Max Hoffman

mlops | startups

Unrealistic DS - Pandas/Spark Subset

2020.04.10

Design doesn’t have to be new, but it has to be good. Research doesn’t have to be good, but it has to be new… The best design surpasses its predecessors by using new ideas, and the best research solves problems that are not only new, but worth solving. - Paul Graham

These are a few ideas that might not be possible to develop right now (or might not even be good ideas in practice), but originate from pain points in my work.

Pandas subset that matches Spark syntax
Minimalist workflow execution language
Spark Tensorflow
Database native spark/custom udfs lifecycles

Pandas subset that matches Spark syntax

I try to use dataframe APIs when possible. Column-level interfaces standardize common patterns into shorter lines of code, and reduce boilerplate by loosening schema restrictions (i.e. you can add and drop columns without changing/making new schemas). Standardization also provides performance benefits, all-in-all letting engineers write faster code faster.

Pandas and Spark 2 share the similar dataframe interfaces, but were designed by and for different engineers. Even academic labs are starting to experience scale limits that stretch the usability of Python for data science, however, which creates a data/compute gap that only horizontal scaling can fill. I think the upward trends in data volume and model complexity will make Spark and JVM fluency (or the next cluster compute paradigm) a necessity for data people.
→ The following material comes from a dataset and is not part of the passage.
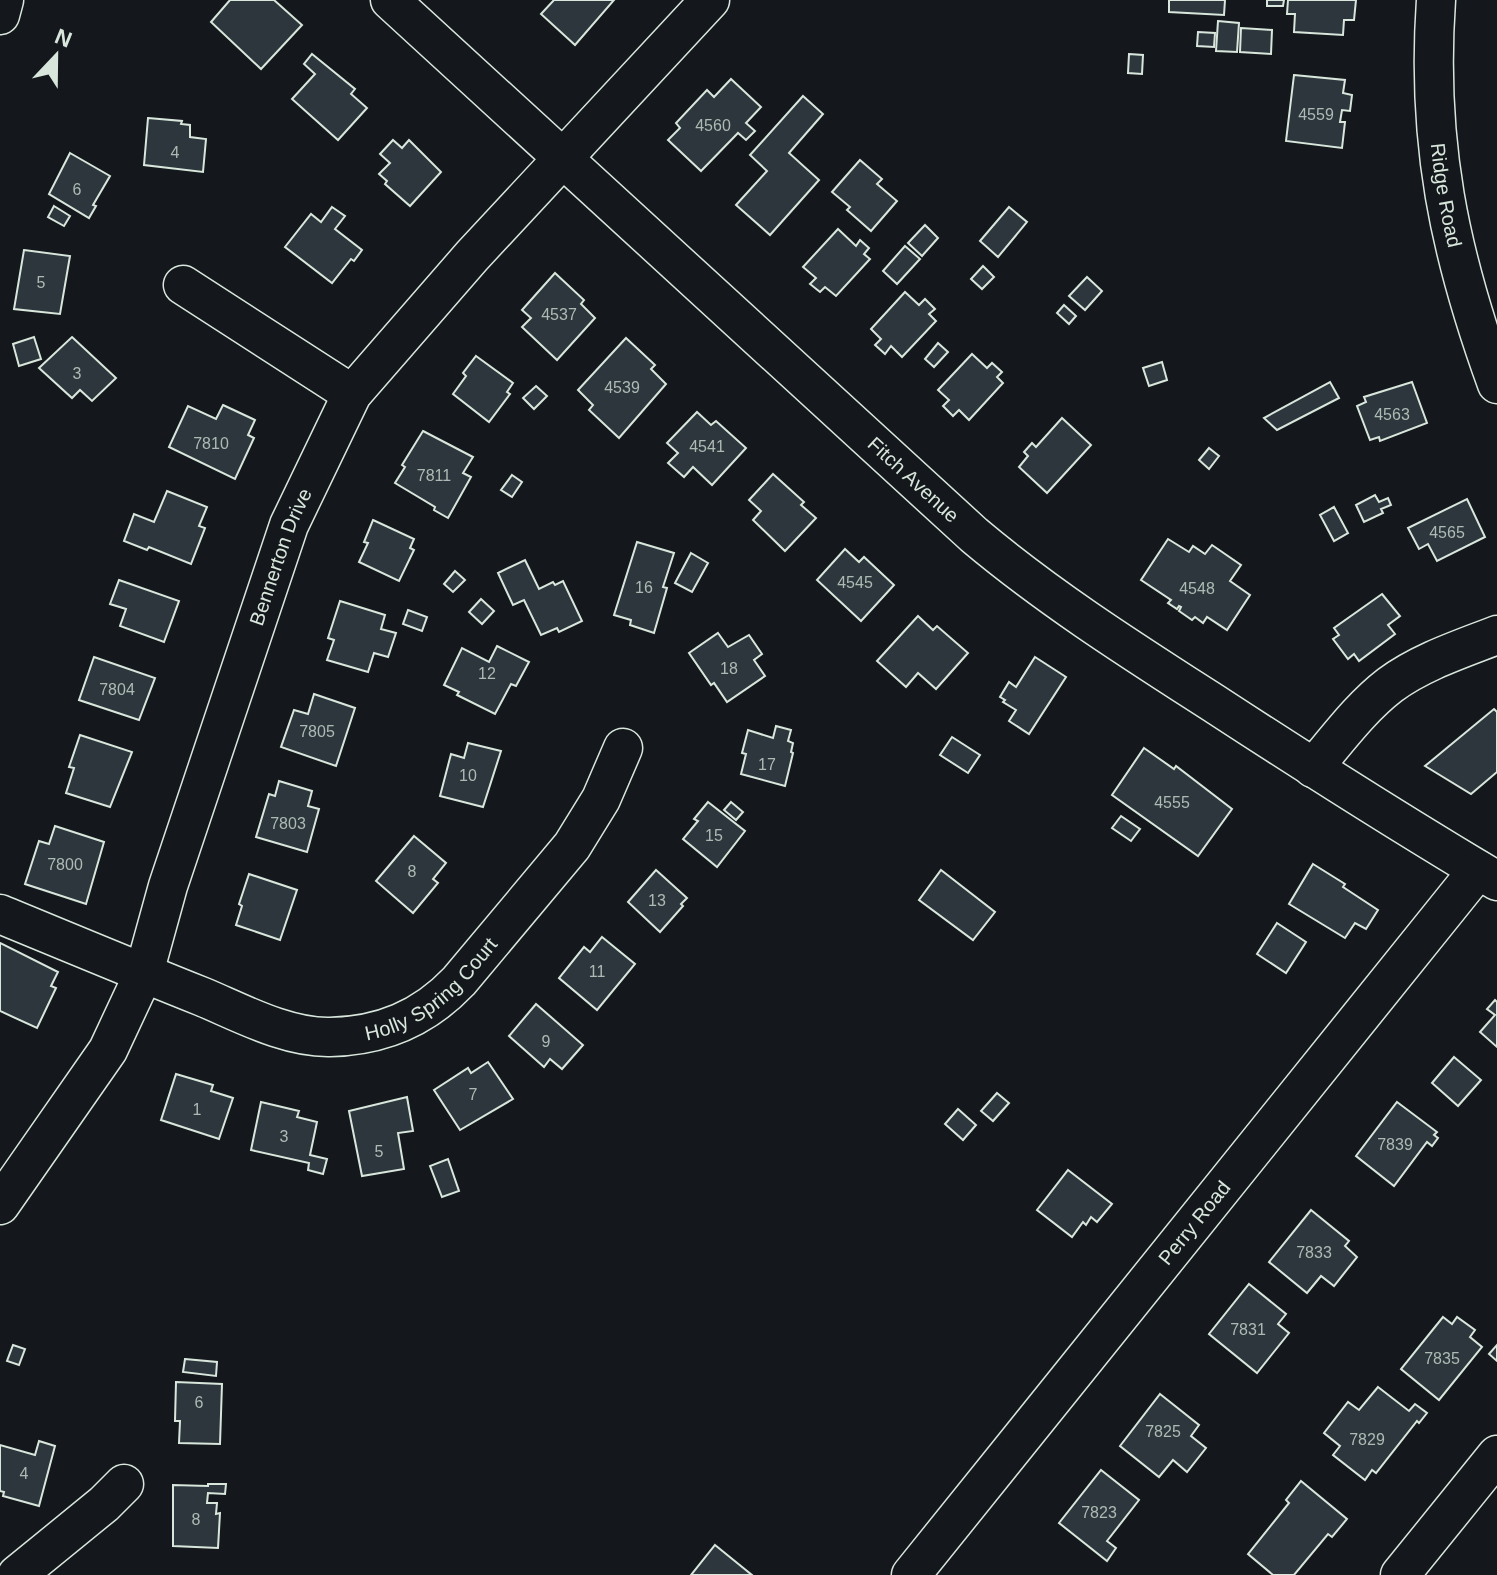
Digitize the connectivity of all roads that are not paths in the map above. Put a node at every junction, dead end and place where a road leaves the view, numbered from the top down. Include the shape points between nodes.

In my opinion, Pyspark is a suboptimal solution for both use cases. Pyspark allows for generic Python code to be run on Hadoop clusters, but that feature has never been particularly useful in my work. Pyspark falls short of the production-level safety of Scala, lacks JVM interoperability and the development flexibility Java provides, and is equally as difficult to write and test as Scala Spark. If we are working with small amounts of data, Pandas is faster and easier. If we need production systems for big data, Scala Spark provides many features that Pyspark cannot.

The first thing I noticed when transitioning to Spark was

Pandas and Spark are similar but often logically incompatible
Spark testing is slow and boilerplate-dependent

I am interested in a unified interface that allows for dataframe transformation pipelines to use consistent logical components. And if possible, the ability to test those workflows in the dynamic language with syntax that extends to Spark, the more performant runtime.

Here are examples shared logical components:

Select:

df[["col", "col2"]]

df.select("col1", "col2")

Filter:

df[df.col1 > df.col2]

df.filter(col("col1") > col("col2"))

New column:

df["col3"] = 1

df.withColumn("col3", lit(1))

Join:

df.join(df2.set_index("key"), on="key")

df.join(df2, Seq("key"), "inner")

Groupby:

df.groupyby("col1").mean("col3")

val tmp = df.groupBy("col1").mean(col("col3").as("col3_mean"))
df.join(tmp, Seq("col1"), "inner")

Rename:

df.rename({"col1": "c1", "col2": "c2"}, axis=1)

val oldCols = List("col1", "col2")
val newCols = List("c1", "c2")
df.select(oldCols.head, oldCols.tail: _*).toDf(newCols: _*)

Udf:

df["col3"] = df.apply(lambda x: x.col1 + x.col2, axis=1)

val custom_sum = udf((c1: Double, c2: Double) => c1 + c2)
df.withColumn("col3", custom_sum(col("col1"), col("col2"))

Examples of Python syntax without a Spark counterpart:

df3 = pd.concat([df1, df2], axis=1)

df2 = pd.melt(df1, id_vars=["cat1"], value_vars=["cat2", "cat3"])

sub_dfs = [(n, gr.values) for n, gr in df.groupBy("cat1")]

Generally, there is a Spark equivalent for every Pandas pipeline. But Python lets you take shortcuts that can be self-defeating when upgrading to SQL engine support. Overall, maintaining two logical patterns between similar pieces of code in Python and Scala is annoying.

Switching costs for Pandas to Spark use would also be lower for data scientists who have never used the JVM. Currently, you have to create a new mental model for how to organize data transforms in Spark, on top of all of the other complications of Scala, uberjars and Hadoop clusters. Developers could learn Spark syntax without having to deal with any of the download or interactivity barriers of Spark/Scala, and more quickly move into dealing with SQL plans and memory bottlenecks.

Running tests in Python based on Scala code would make debugging easier (ignoring whatever the implementation looks like for now). The compilation -> unit test cycle is slow beyond Scala’s type checking phase, even with Maven as the build tool. Python will not execute the same SQL logical plan, but tightening the 20min-1hr Spark testing feedback cycle to minutes would be similar to the experience of switching from Tensorflow to Pytorch; iterative correctness and intermediate-checking would be comparatively painless. Again, this speeds developers into the code efficiency and memory bottlenecking phase of pipeline management.

In summary, I would like a Python library that uses the Spark interface to mutate Pandas dataframes with as many transpilation features as possible. Research and production code can have a common set of operators for processing data. Testing that interface in the dynamic environment would support a smoother testing to production progression.